### Work order
Each line below should be reproduced without any alteration.
### Data to examine
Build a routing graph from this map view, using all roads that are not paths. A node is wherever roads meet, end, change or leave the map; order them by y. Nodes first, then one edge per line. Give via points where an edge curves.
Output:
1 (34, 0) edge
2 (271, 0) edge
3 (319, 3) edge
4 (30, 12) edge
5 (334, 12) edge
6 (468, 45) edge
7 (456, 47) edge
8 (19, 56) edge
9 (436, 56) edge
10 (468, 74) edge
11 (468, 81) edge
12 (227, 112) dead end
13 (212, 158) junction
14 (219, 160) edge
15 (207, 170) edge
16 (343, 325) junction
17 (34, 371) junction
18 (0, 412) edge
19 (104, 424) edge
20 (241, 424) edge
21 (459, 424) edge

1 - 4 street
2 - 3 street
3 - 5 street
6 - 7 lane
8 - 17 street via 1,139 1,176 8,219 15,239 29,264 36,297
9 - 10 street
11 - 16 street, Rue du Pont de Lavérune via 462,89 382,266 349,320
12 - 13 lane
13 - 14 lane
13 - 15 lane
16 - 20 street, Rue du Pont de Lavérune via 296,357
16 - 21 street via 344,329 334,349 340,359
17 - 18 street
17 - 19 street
######
### Response to the exercise
Build a routing graph from this map view, using all roads that are not paths. A node is wherever roads meet, end, change or leave the map; order them by y. Nodes first, then one edge per line. Give via points where an edge curves.
Output:
1 (34, 0) edge
2 (271, 0) edge
3 (319, 3) edge
4 (30, 12) edge
5 (334, 12) edge
6 (468, 45) edge
7 (456, 47) edge
8 (19, 56) edge
9 (436, 56) edge
10 (468, 74) edge
11 (468, 81) edge
12 (227, 112) dead end
13 (212, 158) junction
14 (219, 160) edge
15 (207, 170) edge
16 (343, 325) junction
17 (34, 371) junction
18 (0, 412) edge
19 (104, 424) edge
20 (241, 424) edge
21 (459, 424) edge

1 - 4 street
2 - 3 street
3 - 5 street
6 - 7 lane
8 - 17 street via 1,139 1,176 8,219 15,239 29,264 36,297
9 - 10 street
11 - 16 street, Rue du Pont de Lavérune via 462,89 382,266 349,320
12 - 13 lane
13 - 14 lane
13 - 15 lane
16 - 20 street, Rue du Pont de Lavérune via 296,357
16 - 21 street via 344,329 334,349 340,359
17 - 18 street
17 - 19 street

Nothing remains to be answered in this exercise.